(REQUIREMENT):
Apart from the pictures, every record here must be copied word for word.

(SUPPLIED RECORDS):
+++++

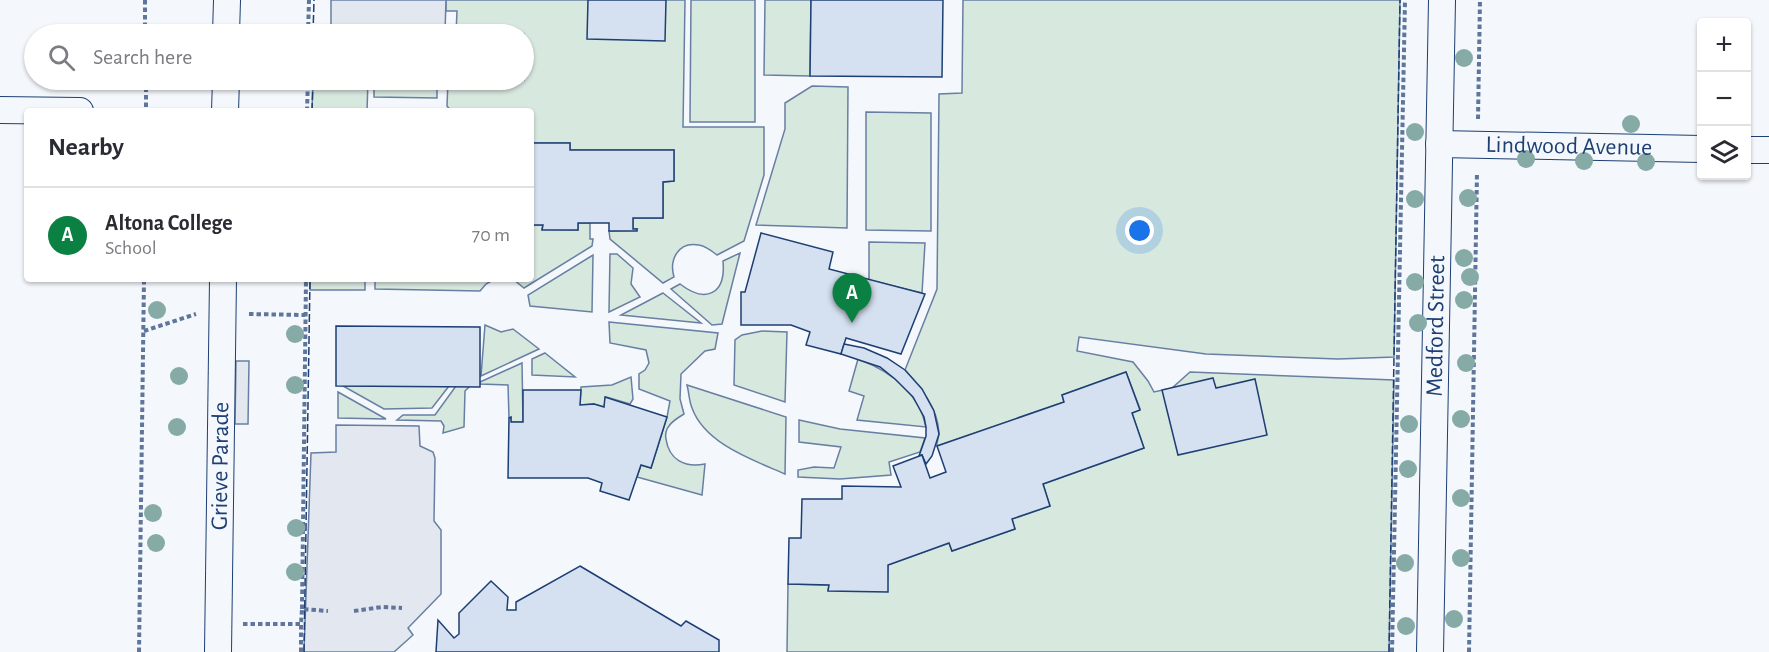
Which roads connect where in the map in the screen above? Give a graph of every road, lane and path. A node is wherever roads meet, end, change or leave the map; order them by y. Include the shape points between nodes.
1 (145, 0) edge
2 (227, 0) edge
3 (309, 0) edge
4 (1404, 0) edge
5 (1442, 0) edge
6 (1480, 0) edge
7 (145, 24) edge
8 (226, 24) edge
9 (308, 24) edge
10 (146, 90) edge
11 (226, 90) edge
12 (308, 90) edge
13 (146, 108) edge
14 (225, 108) edge
15 (308, 108) edge
16 (0, 110) edge
17 (24, 110) edge
18 (1439, 144) junction
19 (1478, 145) junction
20 (1697, 149) edge
21 (1751, 150) edge
22 (1769, 150) edge
23 (1477, 172) junction
24 (1488, 172) dead end
25 (144, 282) edge
26 (224, 282) edge
27 (306, 282) edge
28 (402, 608) dead end
29 (302, 609) junction
30 (328, 611) dead end
31 (354, 611) dead end
32 (218, 624) junction
33 (301, 624) junction
34 (139, 652) edge
35 (218, 652) edge
36 (301, 652) edge
37 (1392, 652) edge
38 (1430, 652) edge
39 (1469, 652) edge

1 - 7 path
2 - 8 street
3 - 9 path
4 - 37 path
5 - 18 street, Medford Street
6 - 19 path
10 - 13 path
11 - 14 street
12 - 15 path
16 - 17 street
18 - 19 street, Lindwood Avenue
18 - 38 street, Medford Street
19 - 20 street, Lindwood Avenue
19 - 23 path
21 - 22 street
23 - 24 path
23 - 39 path
25 - 34 path
26 - 32 street, Grieve Parade
27 - 29 path
28 - 31 path
29 - 30 path
29 - 33 path
32 - 33 path
32 - 35 street, Grieve Parade
33 - 36 path

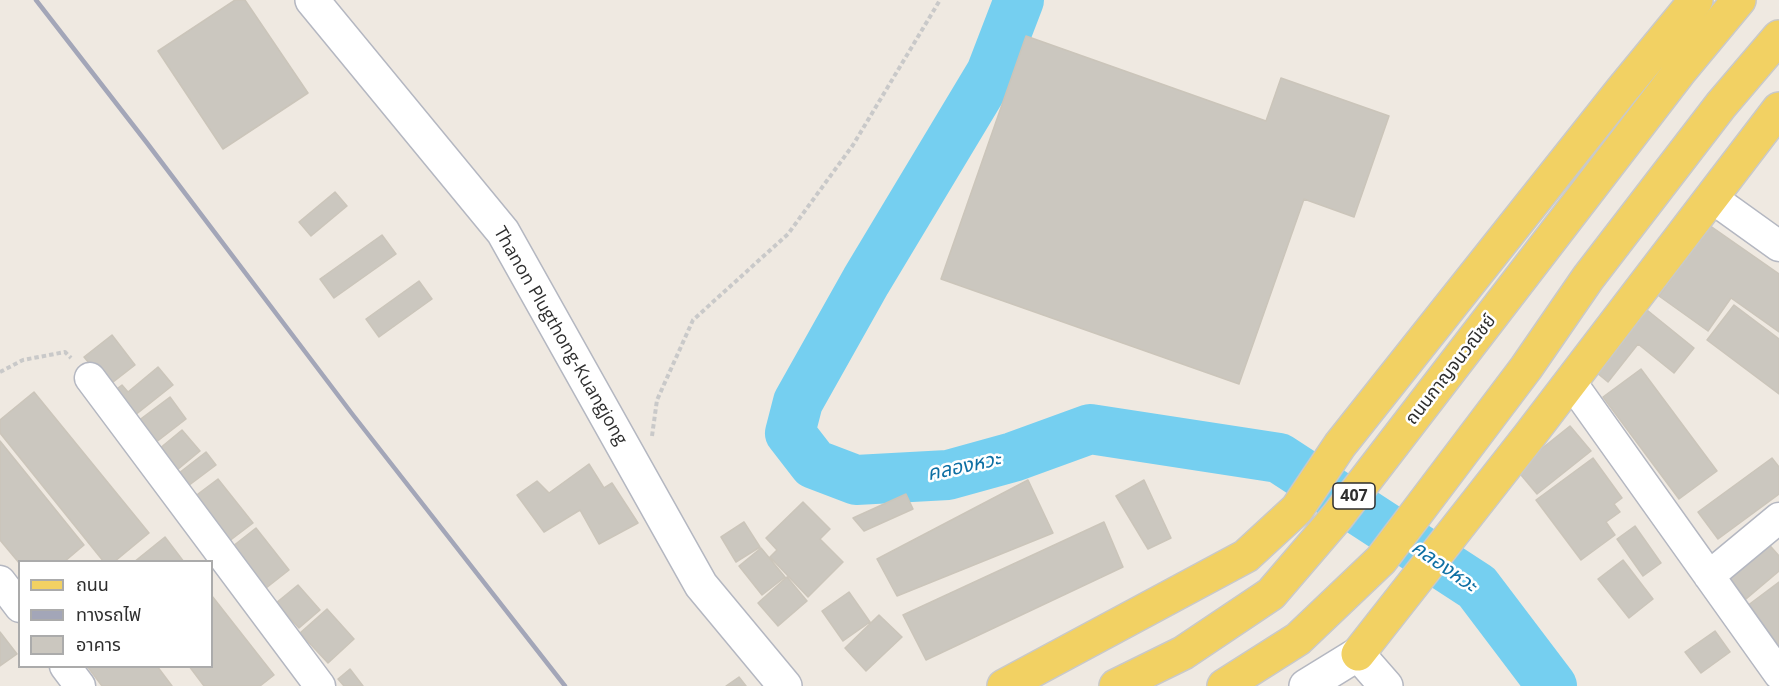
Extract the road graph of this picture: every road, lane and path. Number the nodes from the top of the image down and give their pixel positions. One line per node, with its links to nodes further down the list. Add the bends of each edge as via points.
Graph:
1 (312, 0): 12 (street, Thanon Plugthong-Kuangjong, via 503,232)
2 (940, 0): 12 (path, via 853,145 788,234 693,320 657,399)
3 (1696, 0): 23 (main road, via 1340,445 1297,509 1246,556)
4 (1739, 0): 24 (main road, ถนนกาญจนวณิชย์ / 407, via 1337,517 1271,594 1183,653)
5 (1779, 37): 25 (main road, via 1721,105 1588,278 1526,368 1381,560 1298,639)
6 (1779, 109): 7 (main road)
7 (1712, 198): 8 (street); 11 (main road)
8 (1779, 246)
9 (0, 372): 10 (path, via 23,360 65,352)
10 (90, 378): 21 (street)
11 (1571, 382): 14 (street); 17 (main road)
12 (645, 485): 22 (street, Thanon Plugthong-Kuangjong, via 701,585)
13 (1779, 518): 14 (street)
14 (1709, 576): 19 (street)
15 (0, 581): 16 (street)
16 (18, 604)
17 (1358, 654): 26 (street); 27 (street)
18 (66, 668): 20 (street)
19 (1779, 674)
20 (80, 686)
21 (320, 686)
22 (785, 686)
23 (1005, 686)
24 (1116, 686)
25 (1224, 686)
26 (1306, 686)
27 (1386, 686)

+++++

(ANSWER AREA):
Which roads connect where in the map in the screen above? Give a graph of every road, lane and path. A node is wherever roads meet, end, change or leave the map; order them by y. Include the shape points between nodes.
1 (145, 0) edge
2 (227, 0) edge
3 (309, 0) edge
4 (1404, 0) edge
5 (1442, 0) edge
6 (1480, 0) edge
7 (145, 24) edge
8 (226, 24) edge
9 (308, 24) edge
10 (146, 90) edge
11 (226, 90) edge
12 (308, 90) edge
13 (146, 108) edge
14 (225, 108) edge
15 (308, 108) edge
16 (0, 110) edge
17 (24, 110) edge
18 (1439, 144) junction
19 (1478, 145) junction
20 (1697, 149) edge
21 (1751, 150) edge
22 (1769, 150) edge
23 (1477, 172) junction
24 (1488, 172) dead end
25 (144, 282) edge
26 (224, 282) edge
27 (306, 282) edge
28 (402, 608) dead end
29 (302, 609) junction
30 (328, 611) dead end
31 (354, 611) dead end
32 (218, 624) junction
33 (301, 624) junction
34 (139, 652) edge
35 (218, 652) edge
36 (301, 652) edge
37 (1392, 652) edge
38 (1430, 652) edge
39 (1469, 652) edge

1 - 7 path
2 - 8 street
3 - 9 path
4 - 37 path
5 - 18 street, Medford Street
6 - 19 path
10 - 13 path
11 - 14 street
12 - 15 path
16 - 17 street
18 - 19 street, Lindwood Avenue
18 - 38 street, Medford Street
19 - 20 street, Lindwood Avenue
19 - 23 path
21 - 22 street
23 - 24 path
23 - 39 path
25 - 34 path
26 - 32 street, Grieve Parade
27 - 29 path
28 - 31 path
29 - 30 path
29 - 33 path
32 - 33 path
32 - 35 street, Grieve Parade
33 - 36 path

Extract the road graph of this picture: every road, lane and path. Number the nodes from the top of the image down and give their pixel positions. One line per node, with its links to nodes further down the list. Add the bends of each edge as via points.
Graph:
1 (312, 0): 12 (street, Thanon Plugthong-Kuangjong, via 503,232)
2 (940, 0): 12 (path, via 853,145 788,234 693,320 657,399)
3 (1696, 0): 23 (main road, via 1340,445 1297,509 1246,556)
4 (1739, 0): 24 (main road, ถนนกาญจนวณิชย์ / 407, via 1337,517 1271,594 1183,653)
5 (1779, 37): 25 (main road, via 1721,105 1588,278 1526,368 1381,560 1298,639)
6 (1779, 109): 7 (main road)
7 (1712, 198): 8 (street); 11 (main road)
8 (1779, 246)
9 (0, 372): 10 (path, via 23,360 65,352)
10 (90, 378): 21 (street)
11 (1571, 382): 14 (street); 17 (main road)
12 (645, 485): 22 (street, Thanon Plugthong-Kuangjong, via 701,585)
13 (1779, 518): 14 (street)
14 (1709, 576): 19 (street)
15 (0, 581): 16 (street)
16 (18, 604)
17 (1358, 654): 26 (street); 27 (street)
18 (66, 668): 20 (street)
19 (1779, 674)
20 (80, 686)
21 (320, 686)
22 (785, 686)
23 (1005, 686)
24 (1116, 686)
25 (1224, 686)
26 (1306, 686)
27 (1386, 686)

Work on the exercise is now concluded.